Posted by Rick Hills on July 3, 2014 at 05:50 PM | Permalink

Comments

Eric, I had in mind a state law making compliance with federal and state employment and insurance laws a condition for incorporation. Such a state law would not single out religious objections to ACA (or any other federal statute): It would simply bar organizations from incorporating unless they agreed to comply with some defined set of laws. Such a state law would not require corporations to ignore religious concerns (or other matters of social responsibility) across the board: It would rather require corporations not to pursue their view of social responsibility through non-compliance with the specified set of state and federal laws.

Barry, Dred Scott might be a good example of the perils of excessive centralization in the definition of rights. The Dred Scott majority's holding that the Missouri Compromise violated the Fifth Amendment because it deprived slave-owners of their property in slaves without due process of law precipitated a national crisis, because there was a deep division in popular opinion about the status of property in slaves and the enforcement of such property rights in the western territories.

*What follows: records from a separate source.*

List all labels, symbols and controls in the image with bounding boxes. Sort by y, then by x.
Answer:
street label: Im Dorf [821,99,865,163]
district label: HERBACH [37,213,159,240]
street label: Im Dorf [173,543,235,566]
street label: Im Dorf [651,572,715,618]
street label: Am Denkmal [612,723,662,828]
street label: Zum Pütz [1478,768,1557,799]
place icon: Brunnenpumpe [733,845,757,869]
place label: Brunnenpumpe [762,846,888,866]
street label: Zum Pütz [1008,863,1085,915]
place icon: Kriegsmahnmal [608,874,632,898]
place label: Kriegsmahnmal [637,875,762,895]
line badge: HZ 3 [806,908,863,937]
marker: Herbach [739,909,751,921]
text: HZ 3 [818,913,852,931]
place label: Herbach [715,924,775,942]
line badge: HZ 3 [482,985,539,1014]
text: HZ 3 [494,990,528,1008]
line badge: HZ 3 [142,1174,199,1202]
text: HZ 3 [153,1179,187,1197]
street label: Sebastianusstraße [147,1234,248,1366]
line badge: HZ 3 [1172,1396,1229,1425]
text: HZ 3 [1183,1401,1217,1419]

Lincoln, by contrast, suggested a more decentralized approach to liberty -- his "non-extension" theory of slavery. Under Lincoln's approach, Southern states would continue to be permitted to protect property in slaves within their territory, while the Congress would be permitted to enforce a different regime (the ban on slavery contained in the Missouri Compromise) in federal territories. In his Springfield speech, Lincoln recognized that Dred Scott threatened to extend slavery everywhere through its centralized definition of slave property. He warned, in particular, that, if the Court's definition of "property" under the Fifth Amendment also defined the privileges and immunities protected by Article IV, section 2, then the Court's decision would bar state legislatures from excluding slavery from their territory: "We shall lie down pleasantly dreaming that the people of Missouri are on the verge of making their State free," Lincoln warned, "and we shall awake to the reality instead, that the Supreme Court has made Illinois a slave State."

In other words, the moral of the Dred Scott story might be: Beware national courts bearing the gift of a centralized definition of rights.

Posted by: Rick Hills | Jul 4, 2014 4:42:40 PM

You're right that corporate law is state law, but it would be a radical break from the law in all states to require corporations to maximize dollar profit rather than follow the consciences and desires of the shareholders. Also, the U.S. Constitution would block making religious purposes illegal unless the law also required corporations to ignore environmental concerns, conservation concerns, and other forms of "social responsibility" that sacrifice shareholder dollars for ideology.

Posted by: Eric Rasmusen | Jul 4, 2014 2:51:02 PM

"As I have noted before on this blog, using federalism to decentralize the definition of liberty and equality is an under-appreciated way to give equal concern and respect to opposing sides in the Culture Wars, each of which have plausible views about the scope of constitutional liberty. "

I seem to remember another situation back 160 years ago or more, and in particular a major SCOTUS decision which caused some turmoil.